(Saved entries)
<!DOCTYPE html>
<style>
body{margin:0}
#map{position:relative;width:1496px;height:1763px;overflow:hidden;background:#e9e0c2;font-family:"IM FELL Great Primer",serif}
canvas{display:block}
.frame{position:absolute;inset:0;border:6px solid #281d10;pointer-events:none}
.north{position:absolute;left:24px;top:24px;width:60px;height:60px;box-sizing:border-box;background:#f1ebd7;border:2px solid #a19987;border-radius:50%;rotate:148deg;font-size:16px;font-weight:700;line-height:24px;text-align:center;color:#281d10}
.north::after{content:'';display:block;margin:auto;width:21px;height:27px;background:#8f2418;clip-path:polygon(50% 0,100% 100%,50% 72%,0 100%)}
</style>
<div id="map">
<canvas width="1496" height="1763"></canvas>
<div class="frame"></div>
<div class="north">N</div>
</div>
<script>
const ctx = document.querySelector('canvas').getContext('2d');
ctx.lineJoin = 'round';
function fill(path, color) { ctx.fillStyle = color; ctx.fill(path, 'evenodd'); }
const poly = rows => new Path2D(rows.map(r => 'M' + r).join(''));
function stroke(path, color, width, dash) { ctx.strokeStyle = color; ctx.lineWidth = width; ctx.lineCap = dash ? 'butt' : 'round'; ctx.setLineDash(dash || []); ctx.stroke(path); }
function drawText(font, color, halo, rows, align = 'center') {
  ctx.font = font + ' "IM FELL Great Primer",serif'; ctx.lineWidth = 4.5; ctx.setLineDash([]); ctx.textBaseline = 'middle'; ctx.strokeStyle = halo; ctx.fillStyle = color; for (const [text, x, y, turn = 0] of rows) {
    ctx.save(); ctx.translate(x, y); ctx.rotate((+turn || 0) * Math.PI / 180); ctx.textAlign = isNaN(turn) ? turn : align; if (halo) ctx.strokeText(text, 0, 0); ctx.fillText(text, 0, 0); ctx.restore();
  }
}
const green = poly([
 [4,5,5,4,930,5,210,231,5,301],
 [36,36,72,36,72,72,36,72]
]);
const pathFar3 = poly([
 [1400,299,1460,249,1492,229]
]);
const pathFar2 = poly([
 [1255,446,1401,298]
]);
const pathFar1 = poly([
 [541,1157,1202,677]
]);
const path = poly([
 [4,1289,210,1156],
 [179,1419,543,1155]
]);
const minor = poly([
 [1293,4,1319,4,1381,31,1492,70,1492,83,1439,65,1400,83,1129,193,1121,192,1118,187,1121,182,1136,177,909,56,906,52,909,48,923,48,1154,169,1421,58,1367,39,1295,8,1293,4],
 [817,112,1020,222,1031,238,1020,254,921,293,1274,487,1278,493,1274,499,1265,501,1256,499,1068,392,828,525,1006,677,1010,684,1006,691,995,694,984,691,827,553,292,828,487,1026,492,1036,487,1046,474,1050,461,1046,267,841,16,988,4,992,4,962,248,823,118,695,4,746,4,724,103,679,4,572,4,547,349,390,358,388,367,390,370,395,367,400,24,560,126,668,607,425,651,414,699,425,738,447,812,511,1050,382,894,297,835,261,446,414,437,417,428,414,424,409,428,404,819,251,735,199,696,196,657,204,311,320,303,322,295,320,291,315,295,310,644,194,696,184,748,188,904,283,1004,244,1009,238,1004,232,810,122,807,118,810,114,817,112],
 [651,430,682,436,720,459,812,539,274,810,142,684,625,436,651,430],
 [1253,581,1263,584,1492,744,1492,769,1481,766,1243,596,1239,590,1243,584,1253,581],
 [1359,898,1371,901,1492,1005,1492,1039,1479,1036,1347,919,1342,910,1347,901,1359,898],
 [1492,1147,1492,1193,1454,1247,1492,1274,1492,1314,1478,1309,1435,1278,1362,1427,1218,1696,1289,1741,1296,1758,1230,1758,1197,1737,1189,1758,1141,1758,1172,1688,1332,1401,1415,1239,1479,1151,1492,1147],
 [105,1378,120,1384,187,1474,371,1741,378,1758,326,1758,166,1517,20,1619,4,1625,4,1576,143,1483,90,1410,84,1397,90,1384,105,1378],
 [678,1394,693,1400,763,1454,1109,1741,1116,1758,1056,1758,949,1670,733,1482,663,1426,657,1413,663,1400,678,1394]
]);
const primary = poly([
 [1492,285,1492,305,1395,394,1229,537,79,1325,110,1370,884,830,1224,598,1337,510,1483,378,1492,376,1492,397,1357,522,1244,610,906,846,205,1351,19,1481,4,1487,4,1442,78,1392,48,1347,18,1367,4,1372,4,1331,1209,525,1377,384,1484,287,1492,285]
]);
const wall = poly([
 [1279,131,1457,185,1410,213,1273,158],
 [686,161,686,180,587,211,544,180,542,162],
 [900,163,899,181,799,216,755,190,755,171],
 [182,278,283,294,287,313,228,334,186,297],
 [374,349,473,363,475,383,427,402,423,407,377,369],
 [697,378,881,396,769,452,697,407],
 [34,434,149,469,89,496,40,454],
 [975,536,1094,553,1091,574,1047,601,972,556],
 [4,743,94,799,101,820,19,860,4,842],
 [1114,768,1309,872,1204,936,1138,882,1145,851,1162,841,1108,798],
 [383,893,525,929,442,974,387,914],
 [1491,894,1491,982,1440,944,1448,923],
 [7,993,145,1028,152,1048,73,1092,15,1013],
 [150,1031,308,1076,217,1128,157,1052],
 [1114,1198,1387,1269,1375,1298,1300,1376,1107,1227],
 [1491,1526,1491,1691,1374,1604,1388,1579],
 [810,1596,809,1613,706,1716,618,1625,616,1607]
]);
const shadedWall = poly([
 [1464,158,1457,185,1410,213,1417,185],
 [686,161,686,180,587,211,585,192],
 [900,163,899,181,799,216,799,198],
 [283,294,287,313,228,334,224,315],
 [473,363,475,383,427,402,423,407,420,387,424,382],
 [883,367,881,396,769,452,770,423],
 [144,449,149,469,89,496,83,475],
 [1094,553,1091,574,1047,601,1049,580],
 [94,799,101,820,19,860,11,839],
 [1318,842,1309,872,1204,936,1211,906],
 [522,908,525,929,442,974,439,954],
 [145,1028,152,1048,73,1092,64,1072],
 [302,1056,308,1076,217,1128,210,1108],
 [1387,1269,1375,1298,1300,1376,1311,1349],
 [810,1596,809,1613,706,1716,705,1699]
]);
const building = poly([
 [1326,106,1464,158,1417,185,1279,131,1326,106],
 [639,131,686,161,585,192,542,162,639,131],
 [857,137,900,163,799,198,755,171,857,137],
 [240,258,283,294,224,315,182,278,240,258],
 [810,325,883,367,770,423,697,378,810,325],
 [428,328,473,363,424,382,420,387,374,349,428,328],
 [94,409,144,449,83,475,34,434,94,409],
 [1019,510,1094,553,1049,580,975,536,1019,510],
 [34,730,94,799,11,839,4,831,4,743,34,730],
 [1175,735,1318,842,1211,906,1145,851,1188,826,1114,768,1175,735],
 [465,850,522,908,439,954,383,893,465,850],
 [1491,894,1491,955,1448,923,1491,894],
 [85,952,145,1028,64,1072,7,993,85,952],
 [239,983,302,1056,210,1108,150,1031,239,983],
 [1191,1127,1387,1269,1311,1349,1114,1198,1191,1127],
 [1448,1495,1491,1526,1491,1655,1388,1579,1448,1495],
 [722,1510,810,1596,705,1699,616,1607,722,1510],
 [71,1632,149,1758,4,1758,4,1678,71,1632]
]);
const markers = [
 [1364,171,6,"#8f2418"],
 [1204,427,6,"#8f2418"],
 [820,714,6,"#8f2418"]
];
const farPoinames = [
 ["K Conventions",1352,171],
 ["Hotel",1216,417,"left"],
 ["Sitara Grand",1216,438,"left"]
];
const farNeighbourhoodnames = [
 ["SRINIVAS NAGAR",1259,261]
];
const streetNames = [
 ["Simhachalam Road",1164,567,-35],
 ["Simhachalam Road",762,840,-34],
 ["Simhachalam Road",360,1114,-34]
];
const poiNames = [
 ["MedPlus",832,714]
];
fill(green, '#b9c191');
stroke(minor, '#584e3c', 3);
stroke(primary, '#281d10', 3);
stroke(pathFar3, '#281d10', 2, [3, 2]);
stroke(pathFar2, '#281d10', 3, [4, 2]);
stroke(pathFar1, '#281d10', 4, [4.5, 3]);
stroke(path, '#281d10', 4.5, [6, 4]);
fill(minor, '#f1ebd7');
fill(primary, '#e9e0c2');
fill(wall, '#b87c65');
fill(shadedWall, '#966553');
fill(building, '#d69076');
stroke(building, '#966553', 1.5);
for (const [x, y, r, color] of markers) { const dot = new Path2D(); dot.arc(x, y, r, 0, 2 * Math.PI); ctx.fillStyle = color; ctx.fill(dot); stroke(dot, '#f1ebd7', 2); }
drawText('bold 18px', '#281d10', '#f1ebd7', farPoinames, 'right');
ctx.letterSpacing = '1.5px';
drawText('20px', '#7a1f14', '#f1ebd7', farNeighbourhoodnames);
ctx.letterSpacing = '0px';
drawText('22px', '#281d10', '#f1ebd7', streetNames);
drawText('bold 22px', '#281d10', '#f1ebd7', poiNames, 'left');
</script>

==

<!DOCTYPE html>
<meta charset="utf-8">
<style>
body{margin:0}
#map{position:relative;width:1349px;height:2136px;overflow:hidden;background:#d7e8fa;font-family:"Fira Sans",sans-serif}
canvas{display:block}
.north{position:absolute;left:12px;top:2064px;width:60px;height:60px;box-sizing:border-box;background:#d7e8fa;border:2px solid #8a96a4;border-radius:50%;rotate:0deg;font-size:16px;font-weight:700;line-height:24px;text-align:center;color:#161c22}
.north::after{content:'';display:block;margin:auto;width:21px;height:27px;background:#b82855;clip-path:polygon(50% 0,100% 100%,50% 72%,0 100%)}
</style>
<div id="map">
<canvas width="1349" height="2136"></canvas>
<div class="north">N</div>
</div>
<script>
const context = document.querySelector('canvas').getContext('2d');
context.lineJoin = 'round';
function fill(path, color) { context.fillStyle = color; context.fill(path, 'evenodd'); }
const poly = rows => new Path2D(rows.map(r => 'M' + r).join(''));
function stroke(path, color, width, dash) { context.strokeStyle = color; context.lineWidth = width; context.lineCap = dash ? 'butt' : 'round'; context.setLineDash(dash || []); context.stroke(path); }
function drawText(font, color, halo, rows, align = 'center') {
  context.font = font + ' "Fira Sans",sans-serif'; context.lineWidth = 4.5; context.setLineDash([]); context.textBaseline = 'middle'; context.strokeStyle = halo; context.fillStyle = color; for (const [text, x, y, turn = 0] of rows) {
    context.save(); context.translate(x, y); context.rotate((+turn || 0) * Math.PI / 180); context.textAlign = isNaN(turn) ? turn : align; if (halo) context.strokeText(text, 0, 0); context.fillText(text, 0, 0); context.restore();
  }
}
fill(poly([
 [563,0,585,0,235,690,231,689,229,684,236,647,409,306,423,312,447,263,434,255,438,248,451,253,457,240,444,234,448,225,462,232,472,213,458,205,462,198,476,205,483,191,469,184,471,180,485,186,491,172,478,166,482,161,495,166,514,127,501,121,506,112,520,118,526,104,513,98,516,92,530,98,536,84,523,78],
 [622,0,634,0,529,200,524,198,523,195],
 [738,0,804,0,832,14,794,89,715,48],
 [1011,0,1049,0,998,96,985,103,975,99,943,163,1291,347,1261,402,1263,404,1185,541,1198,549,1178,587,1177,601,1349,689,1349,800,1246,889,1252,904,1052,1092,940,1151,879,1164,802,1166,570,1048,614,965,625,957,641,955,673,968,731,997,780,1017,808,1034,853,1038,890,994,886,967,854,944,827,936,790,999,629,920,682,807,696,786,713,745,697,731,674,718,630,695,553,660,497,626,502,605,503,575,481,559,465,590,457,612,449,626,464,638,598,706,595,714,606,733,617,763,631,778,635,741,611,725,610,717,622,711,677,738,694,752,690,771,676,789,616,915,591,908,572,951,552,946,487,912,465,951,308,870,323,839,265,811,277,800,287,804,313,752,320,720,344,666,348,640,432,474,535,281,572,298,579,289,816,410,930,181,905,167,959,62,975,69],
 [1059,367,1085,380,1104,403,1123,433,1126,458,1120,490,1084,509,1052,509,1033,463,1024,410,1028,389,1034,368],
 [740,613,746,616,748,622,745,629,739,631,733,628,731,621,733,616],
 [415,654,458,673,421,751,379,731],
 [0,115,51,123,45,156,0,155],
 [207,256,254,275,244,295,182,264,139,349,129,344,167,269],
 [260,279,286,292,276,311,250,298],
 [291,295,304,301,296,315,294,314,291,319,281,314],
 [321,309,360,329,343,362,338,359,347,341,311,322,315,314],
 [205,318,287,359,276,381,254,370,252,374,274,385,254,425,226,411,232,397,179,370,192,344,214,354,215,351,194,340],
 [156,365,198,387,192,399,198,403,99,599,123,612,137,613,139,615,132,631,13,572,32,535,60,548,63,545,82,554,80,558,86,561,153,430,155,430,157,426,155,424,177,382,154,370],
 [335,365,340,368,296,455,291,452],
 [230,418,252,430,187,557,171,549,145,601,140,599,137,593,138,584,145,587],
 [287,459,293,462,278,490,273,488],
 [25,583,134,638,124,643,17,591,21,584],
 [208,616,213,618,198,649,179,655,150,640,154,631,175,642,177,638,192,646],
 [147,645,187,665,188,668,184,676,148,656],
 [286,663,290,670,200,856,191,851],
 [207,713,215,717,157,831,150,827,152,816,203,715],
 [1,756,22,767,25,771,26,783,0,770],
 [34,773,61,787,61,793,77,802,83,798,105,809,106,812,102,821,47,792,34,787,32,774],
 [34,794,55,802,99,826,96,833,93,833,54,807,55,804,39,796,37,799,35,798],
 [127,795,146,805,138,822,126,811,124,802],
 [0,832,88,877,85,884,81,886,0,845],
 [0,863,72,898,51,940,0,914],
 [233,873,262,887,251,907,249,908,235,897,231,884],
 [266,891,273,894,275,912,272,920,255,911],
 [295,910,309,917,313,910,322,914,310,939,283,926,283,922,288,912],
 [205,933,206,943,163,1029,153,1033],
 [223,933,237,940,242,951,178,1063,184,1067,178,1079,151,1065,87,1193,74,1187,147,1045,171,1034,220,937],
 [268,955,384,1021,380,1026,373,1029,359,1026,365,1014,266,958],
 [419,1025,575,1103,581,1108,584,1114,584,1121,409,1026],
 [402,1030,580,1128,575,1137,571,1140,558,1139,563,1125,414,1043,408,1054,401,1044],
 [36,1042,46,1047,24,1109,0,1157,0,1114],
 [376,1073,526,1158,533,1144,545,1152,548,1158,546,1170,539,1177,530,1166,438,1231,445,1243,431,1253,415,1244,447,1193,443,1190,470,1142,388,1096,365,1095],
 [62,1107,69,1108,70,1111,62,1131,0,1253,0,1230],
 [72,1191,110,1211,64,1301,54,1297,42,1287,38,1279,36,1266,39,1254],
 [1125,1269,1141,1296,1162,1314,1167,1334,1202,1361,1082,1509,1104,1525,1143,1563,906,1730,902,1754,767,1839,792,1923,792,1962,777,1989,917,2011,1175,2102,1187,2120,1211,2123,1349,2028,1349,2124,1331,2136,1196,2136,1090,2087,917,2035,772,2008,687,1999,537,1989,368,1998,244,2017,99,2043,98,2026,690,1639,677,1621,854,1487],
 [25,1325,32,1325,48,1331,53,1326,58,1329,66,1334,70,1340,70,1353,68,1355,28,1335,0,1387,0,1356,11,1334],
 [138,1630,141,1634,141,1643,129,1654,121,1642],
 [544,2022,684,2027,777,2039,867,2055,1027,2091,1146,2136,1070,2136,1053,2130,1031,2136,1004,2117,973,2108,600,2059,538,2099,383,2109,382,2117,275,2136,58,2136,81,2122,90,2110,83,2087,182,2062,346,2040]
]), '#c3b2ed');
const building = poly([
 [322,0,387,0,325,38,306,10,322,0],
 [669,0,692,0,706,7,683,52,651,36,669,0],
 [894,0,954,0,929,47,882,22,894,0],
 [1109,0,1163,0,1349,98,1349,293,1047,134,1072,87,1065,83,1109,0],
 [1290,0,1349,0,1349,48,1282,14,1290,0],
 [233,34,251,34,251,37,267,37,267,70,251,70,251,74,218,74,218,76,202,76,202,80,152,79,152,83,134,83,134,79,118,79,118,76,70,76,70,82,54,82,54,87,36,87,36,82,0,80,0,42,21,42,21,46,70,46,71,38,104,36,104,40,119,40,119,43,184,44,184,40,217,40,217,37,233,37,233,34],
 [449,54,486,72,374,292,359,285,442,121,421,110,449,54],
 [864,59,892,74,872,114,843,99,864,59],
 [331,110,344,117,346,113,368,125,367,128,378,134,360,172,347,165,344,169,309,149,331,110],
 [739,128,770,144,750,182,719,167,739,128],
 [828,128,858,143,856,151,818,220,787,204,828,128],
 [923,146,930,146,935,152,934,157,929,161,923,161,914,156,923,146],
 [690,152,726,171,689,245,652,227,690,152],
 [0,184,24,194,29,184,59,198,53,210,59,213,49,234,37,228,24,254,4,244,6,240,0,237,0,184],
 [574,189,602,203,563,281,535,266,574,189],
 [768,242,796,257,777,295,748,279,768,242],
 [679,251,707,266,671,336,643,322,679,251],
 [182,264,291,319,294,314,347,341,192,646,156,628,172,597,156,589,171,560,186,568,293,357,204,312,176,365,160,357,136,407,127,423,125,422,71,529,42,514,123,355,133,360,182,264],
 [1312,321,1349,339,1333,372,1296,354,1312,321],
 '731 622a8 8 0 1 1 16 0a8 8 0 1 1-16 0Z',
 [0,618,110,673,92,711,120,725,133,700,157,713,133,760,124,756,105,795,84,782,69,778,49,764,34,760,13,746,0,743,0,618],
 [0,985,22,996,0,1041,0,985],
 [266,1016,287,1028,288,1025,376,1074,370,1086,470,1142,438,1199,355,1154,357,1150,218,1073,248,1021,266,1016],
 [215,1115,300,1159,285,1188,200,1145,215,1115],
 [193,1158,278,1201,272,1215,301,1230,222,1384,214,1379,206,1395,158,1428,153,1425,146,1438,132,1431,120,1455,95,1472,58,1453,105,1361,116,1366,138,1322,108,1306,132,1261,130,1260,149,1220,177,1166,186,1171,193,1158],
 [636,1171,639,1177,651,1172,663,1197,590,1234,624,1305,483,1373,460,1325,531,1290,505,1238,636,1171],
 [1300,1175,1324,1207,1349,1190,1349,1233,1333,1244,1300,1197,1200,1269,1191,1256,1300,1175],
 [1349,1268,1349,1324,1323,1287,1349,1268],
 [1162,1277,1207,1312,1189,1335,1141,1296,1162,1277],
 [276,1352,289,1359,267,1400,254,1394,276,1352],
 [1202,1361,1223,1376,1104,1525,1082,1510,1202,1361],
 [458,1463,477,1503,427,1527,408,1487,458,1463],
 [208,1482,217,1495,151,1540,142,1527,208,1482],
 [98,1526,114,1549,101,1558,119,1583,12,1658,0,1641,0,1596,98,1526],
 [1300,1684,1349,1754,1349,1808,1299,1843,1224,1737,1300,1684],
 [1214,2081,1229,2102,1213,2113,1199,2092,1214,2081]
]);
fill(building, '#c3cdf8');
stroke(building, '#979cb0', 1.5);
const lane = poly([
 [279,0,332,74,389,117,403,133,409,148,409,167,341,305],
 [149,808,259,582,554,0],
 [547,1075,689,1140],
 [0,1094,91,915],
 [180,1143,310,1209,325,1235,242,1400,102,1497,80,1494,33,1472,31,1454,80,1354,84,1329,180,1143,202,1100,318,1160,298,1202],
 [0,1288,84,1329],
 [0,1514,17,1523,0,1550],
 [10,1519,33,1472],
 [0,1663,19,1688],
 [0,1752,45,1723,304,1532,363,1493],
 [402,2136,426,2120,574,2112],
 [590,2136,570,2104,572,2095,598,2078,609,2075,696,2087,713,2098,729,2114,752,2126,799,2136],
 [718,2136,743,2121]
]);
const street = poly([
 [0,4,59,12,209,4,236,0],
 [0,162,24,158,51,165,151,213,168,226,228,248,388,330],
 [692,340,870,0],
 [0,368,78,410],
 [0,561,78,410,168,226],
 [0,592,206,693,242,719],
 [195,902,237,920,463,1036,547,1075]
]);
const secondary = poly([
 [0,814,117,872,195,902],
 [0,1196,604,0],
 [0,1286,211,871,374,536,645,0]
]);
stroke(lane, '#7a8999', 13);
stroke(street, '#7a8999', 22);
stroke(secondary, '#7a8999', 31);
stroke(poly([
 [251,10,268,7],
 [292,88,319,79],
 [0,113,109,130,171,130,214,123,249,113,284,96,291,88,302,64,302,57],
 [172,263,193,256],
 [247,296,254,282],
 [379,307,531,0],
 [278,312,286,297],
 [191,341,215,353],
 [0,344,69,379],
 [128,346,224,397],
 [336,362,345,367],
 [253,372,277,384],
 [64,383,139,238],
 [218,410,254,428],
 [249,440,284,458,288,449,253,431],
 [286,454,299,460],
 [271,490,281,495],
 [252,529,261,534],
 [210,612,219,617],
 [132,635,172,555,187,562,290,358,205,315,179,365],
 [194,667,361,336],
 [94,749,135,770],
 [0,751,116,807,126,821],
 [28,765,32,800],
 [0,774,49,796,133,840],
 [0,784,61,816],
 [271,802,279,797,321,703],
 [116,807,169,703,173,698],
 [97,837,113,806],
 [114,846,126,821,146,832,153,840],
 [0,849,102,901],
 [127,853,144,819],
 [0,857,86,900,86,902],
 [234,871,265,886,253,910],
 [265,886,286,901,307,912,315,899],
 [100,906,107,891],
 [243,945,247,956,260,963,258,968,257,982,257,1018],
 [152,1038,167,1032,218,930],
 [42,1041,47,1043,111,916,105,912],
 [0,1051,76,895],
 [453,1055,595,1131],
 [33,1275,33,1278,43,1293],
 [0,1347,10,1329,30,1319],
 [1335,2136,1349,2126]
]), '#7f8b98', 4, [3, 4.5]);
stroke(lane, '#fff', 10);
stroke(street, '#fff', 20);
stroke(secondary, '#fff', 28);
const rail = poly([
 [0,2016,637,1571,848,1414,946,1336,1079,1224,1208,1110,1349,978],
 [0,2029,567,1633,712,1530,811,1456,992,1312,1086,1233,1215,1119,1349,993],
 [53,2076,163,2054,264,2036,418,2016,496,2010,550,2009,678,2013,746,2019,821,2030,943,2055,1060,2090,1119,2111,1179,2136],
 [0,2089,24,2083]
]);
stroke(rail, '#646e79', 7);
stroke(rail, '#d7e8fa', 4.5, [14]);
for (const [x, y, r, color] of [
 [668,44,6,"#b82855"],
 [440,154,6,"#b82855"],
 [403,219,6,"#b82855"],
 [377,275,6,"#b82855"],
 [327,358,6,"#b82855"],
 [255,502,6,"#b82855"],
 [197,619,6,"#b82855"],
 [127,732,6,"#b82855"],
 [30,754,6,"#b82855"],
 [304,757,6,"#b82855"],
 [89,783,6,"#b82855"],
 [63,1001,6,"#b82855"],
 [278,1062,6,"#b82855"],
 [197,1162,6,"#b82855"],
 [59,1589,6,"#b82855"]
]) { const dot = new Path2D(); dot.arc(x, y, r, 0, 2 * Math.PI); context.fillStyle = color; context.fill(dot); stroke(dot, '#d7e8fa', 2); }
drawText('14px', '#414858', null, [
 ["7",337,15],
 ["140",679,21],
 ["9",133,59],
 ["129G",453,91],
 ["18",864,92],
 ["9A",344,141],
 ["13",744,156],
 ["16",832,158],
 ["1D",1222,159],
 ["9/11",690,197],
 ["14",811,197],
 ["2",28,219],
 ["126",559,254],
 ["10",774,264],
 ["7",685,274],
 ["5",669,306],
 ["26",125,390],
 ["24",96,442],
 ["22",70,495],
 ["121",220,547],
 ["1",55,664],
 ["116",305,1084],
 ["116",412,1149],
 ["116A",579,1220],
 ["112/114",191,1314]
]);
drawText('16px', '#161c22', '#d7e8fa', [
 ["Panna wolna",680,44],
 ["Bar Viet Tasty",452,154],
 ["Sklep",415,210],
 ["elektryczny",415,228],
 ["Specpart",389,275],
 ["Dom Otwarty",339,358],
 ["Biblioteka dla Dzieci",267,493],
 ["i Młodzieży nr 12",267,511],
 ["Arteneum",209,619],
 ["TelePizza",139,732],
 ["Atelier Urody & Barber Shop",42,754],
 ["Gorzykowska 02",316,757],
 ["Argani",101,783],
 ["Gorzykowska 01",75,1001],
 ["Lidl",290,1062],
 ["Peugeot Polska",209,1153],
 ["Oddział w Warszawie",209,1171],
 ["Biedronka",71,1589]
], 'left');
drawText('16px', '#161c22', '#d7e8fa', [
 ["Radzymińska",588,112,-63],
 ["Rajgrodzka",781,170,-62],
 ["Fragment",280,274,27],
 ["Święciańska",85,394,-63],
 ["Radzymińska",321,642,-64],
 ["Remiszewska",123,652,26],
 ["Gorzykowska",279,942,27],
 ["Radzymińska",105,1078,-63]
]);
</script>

▶ **What you will do**: Within the records, tally every line that contains the word "evenodd". Only the resulting number should be given.

▶ **Answer to this task**: 2